The course aims at providing general knowledge of public management, which has been part of the globalization process as attested by public sector reform models such as the New Public Management in the late 1980s and Public Governance in the early 1990s that have affected, although with different pace and approaches, almost every country in the world.

In developed countries, the mid-1970s crisis stimulated an international conversation, led by the OECD Public Management Committee that public sector reform should be a policy field in its own right. In developing countries, development organizations such as the UNDP and the World Bank realized that economic performance depended on an effective and efficient public sector and adopted and promoted the New Public Management model as well.

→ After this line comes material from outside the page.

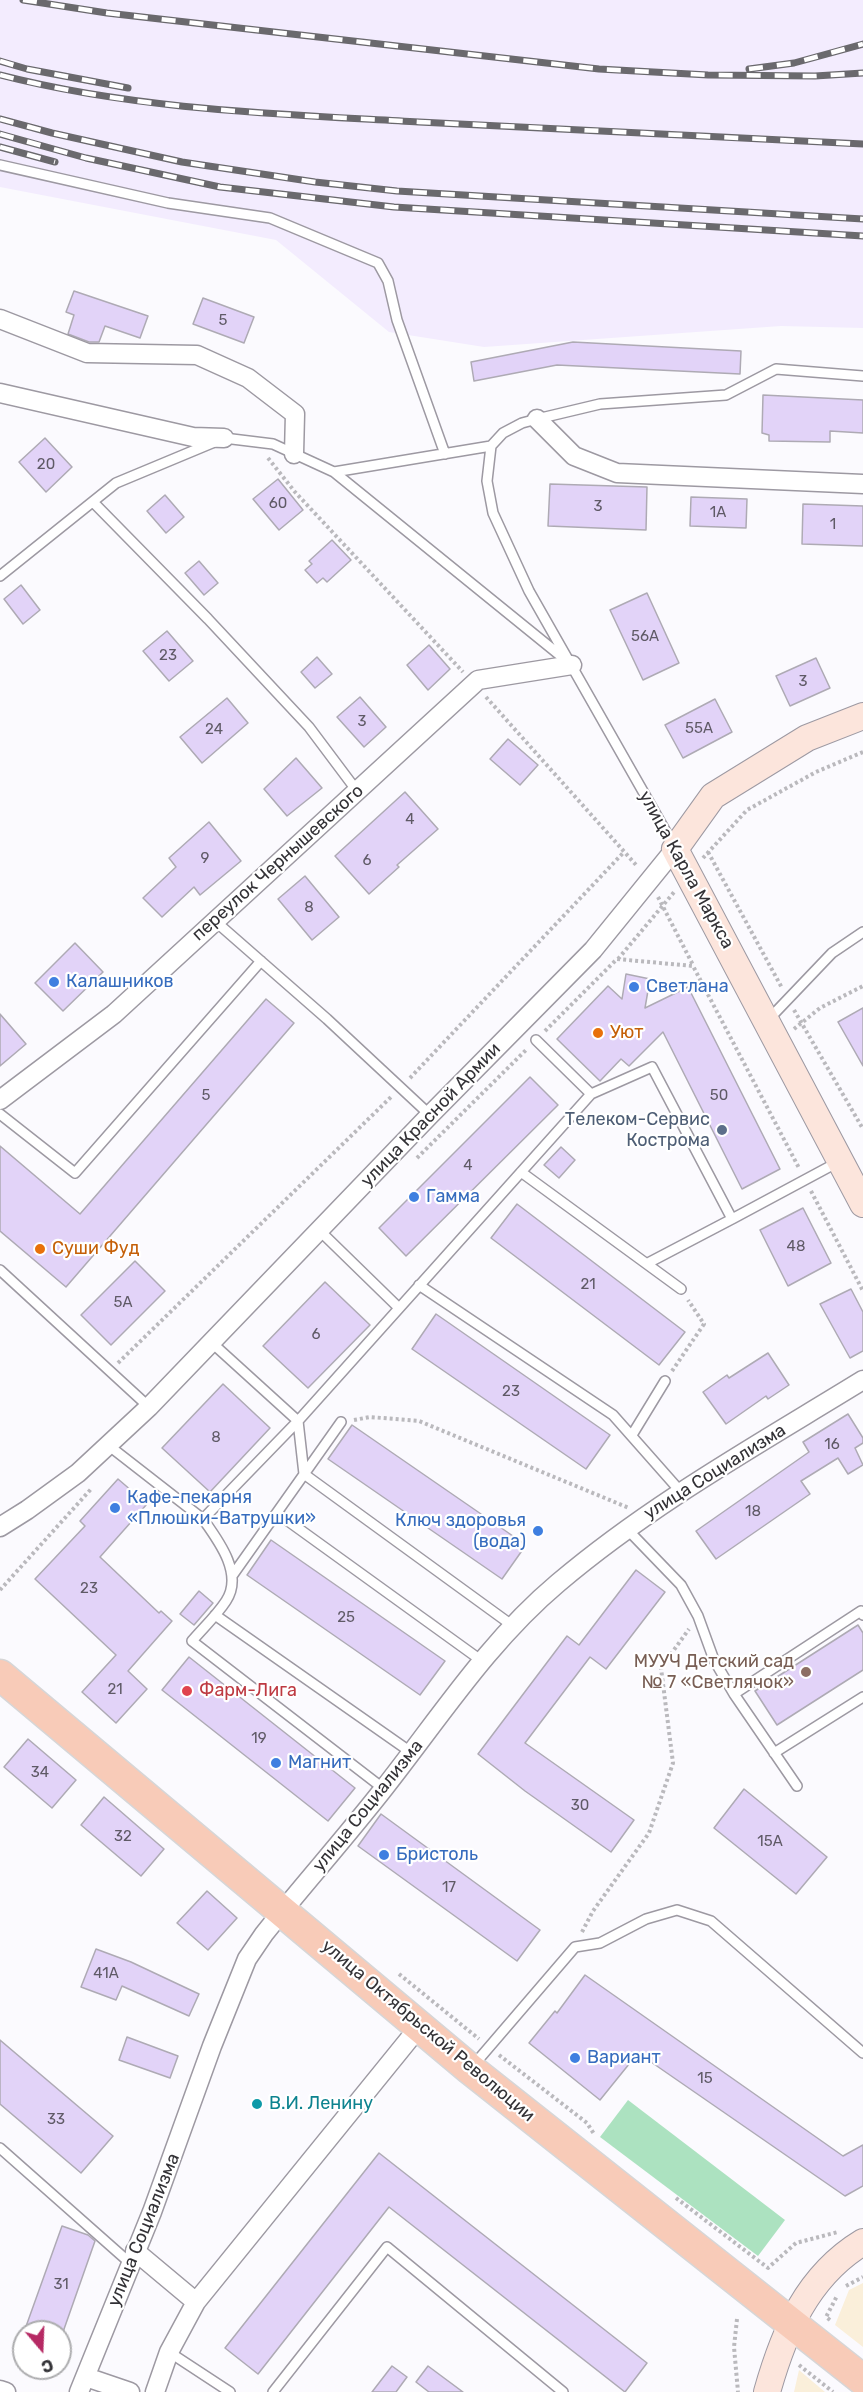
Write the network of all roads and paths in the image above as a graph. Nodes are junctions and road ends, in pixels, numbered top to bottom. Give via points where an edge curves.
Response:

Finally, also post-communism countries joined the managerial wave of modernization.

While the latest global (economic and health) crises have highlighted the fact once again that economic performance hinges on an effective public sector, models of reform have changed shifting from market-type mechanisms to networked and participatory approaches.

The course examines both the theoretical frameworks underlying public sector reforms in the past thirty years and the empirical evidence gathered so far.

Issues addressed during the course refer to the way in which globalization affects structure and purpose of governments, administrative reforms implemented to respond to globalization and their impact. Emerging theories guiding public management at the global level will also be discussed such as networks and public-private partnerships, co-production and open innovation. The issues of trust in government, ethics, conflicts of interest and fight of corruption will be discussed.

Finally, the potential contribution of strategic foresight in public management will be discussed, as an approach able to overcome the main weaknesses of the previous modernization attempts and as a way to enhance preparedness and resilience in public administrations.